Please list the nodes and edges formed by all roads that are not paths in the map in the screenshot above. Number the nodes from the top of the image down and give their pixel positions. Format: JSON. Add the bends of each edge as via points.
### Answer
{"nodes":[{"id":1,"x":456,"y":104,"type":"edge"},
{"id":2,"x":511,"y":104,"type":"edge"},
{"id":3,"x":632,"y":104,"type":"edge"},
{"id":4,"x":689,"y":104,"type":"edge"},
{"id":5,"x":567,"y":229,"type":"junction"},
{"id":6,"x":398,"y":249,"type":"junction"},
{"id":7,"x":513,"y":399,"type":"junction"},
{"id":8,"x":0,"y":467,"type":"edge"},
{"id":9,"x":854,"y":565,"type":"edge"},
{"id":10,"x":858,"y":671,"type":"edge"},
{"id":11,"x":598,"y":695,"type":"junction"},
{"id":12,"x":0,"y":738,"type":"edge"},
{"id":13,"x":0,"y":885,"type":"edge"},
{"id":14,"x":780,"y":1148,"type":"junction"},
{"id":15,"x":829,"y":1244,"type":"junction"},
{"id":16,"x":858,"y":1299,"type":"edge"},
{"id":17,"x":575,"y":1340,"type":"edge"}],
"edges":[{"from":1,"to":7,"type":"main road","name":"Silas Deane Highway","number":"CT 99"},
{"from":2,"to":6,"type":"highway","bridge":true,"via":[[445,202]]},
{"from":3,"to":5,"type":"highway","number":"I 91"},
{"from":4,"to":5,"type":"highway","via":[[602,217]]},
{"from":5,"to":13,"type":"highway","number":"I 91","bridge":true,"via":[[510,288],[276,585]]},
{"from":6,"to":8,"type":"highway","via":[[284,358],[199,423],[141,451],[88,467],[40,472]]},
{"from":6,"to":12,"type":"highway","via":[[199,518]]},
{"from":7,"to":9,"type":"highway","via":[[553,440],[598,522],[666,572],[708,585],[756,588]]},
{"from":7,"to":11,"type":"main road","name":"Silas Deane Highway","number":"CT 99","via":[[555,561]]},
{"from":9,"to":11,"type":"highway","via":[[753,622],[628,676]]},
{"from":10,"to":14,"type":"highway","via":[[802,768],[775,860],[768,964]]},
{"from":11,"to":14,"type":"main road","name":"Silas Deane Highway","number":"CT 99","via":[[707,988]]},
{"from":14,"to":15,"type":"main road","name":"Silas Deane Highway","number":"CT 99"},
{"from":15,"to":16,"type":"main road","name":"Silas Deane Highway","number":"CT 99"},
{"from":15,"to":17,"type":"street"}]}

* [Task to complete] Return every line from the entries above that contains the word "junction".

* [Written answer]
{"id":5,"x":567,"y":229,"type":"junction"},
{"id":6,"x":398,"y":249,"type":"junction"},
{"id":7,"x":513,"y":399,"type":"junction"},
{"id":11,"x":598,"y":695,"type":"junction"},
{"id":14,"x":780,"y":1148,"type":"junction"},
{"id":15,"x":829,"y":1244,"type":"junction"},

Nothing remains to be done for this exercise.